With Wednesday, which debuts this Wednesday on Netflix, creators Al Gough and Miles Millar (Smallville) bring their unique take on the beloved Gothic character.
The story follows the homicidal teen while enrolled at the peculiar Nevermore Academy, where she attempts to solve a supernatural mystery involving her parents and stop a monstrous killing spree wreaking havoc on the nearby town.
Jenna Ortega (Jane the Virgin, Scream) leads the eight-episode freshman season as Wednesday, serving up morbid one-liners with a perfectly deadpan delivery.
“She had an intensity, and she had an intelligence,” Gough tells TVLine of Ortega’s casting. “She felt like an old soul, which really is what Wednesday is. Her approach was really specific. She really worked on her posture, she really worked on the non-blinking, she really worked on how she was going to deliver the lines. She’s 95 percent of the show, and we’re shooting for eight months in Romania, so it’s a role you really inhabit, and I think she did that.”
The show features several familiar faces, including Catherine Zeta-Jones as Morticia; Luis Guzmán as Gomez; and Christina Ricci, who previously portrayed Wednesday in the 1991 film The Addams Family as well as its sequel Addams Family Values. In Wednesday, Ricci plays Marilyn Thornhill, an original character created for the show.
“We weren’t sure we could make it happen because Christina was shooting Yellowjackets and she was pregnant,” Gough shares. “We had to rejigger the schedule because she really wanted to do it. She worked with Tim [Burton] on Sleepy Hollow, and she loves Wednesday and really loved the idea of the project. It was really important to us that we honor the legacy of what’s happened before.”
Gough and Millar did a similar thing on the WB series Smallville, bringing in the seminal live-action Superman Christopher Reeve to appear opposite Tom Welling — who played a younger version of the character — in Season 2. “It’s a huge thing for viewers who know the originals to have that sense of nostalgia,” Gough notes, “and passing the torch to the next generation. It was really significant to us.”
Wednesday and Smallville might be considered completely different projects, but Millar noticed some parallels between them. “It’s similar in a way because you’re telling a chapter of a character’s life that’s never been told and you are trying to humanize a character who before that hadn’t really had that treatment,” he explains.

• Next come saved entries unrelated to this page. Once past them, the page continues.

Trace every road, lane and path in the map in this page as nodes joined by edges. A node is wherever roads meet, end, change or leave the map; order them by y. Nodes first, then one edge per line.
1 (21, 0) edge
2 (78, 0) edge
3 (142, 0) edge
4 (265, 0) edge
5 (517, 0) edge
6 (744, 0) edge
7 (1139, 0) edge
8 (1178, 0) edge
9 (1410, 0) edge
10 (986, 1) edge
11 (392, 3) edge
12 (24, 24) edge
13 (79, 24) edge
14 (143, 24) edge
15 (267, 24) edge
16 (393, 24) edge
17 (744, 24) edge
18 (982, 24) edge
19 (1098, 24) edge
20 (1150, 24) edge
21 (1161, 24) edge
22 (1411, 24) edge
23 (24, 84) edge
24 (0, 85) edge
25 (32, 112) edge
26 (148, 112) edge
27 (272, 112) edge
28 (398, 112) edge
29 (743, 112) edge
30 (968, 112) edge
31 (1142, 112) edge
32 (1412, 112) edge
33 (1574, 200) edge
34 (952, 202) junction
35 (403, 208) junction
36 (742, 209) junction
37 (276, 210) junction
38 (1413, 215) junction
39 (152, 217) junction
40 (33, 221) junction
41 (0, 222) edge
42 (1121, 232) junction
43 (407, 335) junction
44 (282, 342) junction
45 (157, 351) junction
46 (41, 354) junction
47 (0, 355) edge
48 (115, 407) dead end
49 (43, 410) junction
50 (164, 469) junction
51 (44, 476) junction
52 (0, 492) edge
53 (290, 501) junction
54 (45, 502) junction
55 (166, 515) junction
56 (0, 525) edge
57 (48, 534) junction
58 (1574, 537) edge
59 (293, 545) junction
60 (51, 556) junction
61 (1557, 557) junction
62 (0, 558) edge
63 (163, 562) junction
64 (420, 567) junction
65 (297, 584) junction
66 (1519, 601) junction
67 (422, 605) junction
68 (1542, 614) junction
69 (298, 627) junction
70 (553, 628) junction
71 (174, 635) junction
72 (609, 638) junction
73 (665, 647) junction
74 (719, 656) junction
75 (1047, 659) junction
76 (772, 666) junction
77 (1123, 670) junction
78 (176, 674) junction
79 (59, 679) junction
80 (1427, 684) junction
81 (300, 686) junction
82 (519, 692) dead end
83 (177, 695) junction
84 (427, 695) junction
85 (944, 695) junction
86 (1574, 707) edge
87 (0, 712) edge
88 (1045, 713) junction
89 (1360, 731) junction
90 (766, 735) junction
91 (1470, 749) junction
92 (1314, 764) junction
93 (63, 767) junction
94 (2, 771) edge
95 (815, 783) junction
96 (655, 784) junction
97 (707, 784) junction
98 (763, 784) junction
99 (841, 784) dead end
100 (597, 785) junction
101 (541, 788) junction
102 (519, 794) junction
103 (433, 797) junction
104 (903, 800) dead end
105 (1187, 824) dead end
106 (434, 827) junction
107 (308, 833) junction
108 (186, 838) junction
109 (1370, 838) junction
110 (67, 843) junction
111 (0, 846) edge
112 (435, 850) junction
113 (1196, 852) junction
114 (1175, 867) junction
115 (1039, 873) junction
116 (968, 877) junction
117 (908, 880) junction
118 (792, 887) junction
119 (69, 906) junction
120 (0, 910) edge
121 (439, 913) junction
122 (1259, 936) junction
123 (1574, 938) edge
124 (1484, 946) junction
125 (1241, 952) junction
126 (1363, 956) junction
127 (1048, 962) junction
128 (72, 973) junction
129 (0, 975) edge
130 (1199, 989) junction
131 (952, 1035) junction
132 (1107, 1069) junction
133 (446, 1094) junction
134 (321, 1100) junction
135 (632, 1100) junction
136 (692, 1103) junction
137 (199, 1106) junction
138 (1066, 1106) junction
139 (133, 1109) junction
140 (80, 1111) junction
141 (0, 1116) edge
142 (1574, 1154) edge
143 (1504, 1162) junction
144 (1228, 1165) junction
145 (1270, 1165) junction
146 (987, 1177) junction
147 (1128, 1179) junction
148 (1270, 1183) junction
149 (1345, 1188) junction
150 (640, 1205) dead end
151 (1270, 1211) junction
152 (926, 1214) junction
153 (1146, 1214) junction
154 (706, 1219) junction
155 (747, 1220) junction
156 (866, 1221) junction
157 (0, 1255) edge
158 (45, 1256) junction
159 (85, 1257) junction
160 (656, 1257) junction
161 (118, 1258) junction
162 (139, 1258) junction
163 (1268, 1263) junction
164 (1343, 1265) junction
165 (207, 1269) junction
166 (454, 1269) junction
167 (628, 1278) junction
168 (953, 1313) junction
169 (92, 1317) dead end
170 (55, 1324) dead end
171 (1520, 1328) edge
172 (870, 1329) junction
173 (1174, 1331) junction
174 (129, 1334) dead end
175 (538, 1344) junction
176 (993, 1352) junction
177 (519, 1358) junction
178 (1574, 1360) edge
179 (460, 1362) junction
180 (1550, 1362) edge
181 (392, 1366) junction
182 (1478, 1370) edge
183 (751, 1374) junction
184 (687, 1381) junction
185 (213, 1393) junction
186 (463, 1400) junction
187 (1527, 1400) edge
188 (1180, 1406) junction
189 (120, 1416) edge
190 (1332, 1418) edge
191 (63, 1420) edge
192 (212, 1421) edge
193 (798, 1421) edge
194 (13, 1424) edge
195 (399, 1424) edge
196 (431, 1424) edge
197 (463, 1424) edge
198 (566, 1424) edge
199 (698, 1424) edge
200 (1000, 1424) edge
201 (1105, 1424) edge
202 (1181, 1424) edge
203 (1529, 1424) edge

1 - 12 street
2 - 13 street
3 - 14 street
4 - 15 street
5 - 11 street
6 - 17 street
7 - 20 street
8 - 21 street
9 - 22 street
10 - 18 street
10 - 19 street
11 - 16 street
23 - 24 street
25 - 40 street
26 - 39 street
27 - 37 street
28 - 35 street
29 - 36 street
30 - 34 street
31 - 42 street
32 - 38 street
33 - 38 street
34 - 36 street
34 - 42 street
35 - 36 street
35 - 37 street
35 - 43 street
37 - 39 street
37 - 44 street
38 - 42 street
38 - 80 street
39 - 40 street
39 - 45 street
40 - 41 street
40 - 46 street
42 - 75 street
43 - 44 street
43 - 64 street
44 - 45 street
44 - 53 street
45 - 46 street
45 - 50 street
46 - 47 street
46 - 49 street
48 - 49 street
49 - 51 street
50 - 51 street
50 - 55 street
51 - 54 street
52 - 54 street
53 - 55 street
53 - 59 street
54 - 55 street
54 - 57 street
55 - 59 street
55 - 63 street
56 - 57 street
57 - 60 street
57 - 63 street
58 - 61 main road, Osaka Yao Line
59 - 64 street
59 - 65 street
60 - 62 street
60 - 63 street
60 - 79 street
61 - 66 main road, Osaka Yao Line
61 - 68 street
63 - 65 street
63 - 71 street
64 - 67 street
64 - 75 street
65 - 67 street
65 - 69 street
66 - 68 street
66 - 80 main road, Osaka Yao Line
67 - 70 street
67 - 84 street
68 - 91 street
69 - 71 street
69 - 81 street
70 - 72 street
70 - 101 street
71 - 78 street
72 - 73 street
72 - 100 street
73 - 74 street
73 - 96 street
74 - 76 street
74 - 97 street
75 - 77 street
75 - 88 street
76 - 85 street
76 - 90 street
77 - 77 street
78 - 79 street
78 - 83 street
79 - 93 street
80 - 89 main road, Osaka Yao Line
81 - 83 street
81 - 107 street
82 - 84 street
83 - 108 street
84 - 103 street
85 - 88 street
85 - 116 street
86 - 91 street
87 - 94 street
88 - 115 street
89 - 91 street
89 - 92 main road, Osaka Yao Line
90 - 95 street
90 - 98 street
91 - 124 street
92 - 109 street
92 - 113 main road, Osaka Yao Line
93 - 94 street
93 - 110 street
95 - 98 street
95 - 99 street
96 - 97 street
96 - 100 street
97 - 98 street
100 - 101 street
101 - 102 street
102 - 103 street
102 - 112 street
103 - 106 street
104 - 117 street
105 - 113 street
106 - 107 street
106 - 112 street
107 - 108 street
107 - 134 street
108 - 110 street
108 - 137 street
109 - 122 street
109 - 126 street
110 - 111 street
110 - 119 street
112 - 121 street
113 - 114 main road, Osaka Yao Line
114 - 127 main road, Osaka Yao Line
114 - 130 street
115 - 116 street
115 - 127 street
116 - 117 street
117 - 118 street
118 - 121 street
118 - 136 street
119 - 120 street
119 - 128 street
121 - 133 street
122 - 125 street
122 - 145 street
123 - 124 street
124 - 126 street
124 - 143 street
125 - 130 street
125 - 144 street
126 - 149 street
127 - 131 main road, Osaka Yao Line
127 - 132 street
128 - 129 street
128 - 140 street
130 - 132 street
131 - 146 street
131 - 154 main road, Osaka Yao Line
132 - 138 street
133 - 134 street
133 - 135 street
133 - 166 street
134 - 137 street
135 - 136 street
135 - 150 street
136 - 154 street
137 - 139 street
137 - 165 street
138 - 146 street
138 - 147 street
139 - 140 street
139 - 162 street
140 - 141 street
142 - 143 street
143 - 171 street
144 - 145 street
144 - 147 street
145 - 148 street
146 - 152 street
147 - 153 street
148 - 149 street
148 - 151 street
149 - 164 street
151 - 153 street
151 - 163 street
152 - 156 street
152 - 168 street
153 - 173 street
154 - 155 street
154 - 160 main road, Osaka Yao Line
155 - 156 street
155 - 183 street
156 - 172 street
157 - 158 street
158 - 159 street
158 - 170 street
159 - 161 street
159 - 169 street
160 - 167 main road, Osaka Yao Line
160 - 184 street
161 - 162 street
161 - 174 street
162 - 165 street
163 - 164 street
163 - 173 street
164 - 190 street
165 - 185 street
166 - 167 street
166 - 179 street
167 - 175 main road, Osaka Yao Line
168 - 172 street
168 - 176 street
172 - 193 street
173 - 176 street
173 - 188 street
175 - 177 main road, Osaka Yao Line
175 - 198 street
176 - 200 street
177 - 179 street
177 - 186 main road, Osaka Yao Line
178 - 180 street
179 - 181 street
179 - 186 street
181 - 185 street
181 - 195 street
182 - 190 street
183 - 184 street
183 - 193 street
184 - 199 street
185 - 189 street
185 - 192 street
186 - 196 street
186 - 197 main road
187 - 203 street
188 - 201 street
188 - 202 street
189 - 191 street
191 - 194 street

Superman was “always impenetrable, and he’s always like the Boy Scout. Nobody’s worried about Superman,” Millar adds. “I think Wednesday Addams is the same way. She was always the snarky little girl in the Addams Family who always had the zingers at the end of the scene. But nobody was ever worried about Wednesday. For us, it was: Who is this character? And more importantly, how do you tell the story about her? How do you have her be emotional, but you don’t want to betray Wednesday, either? Wednesday is very much who she is.”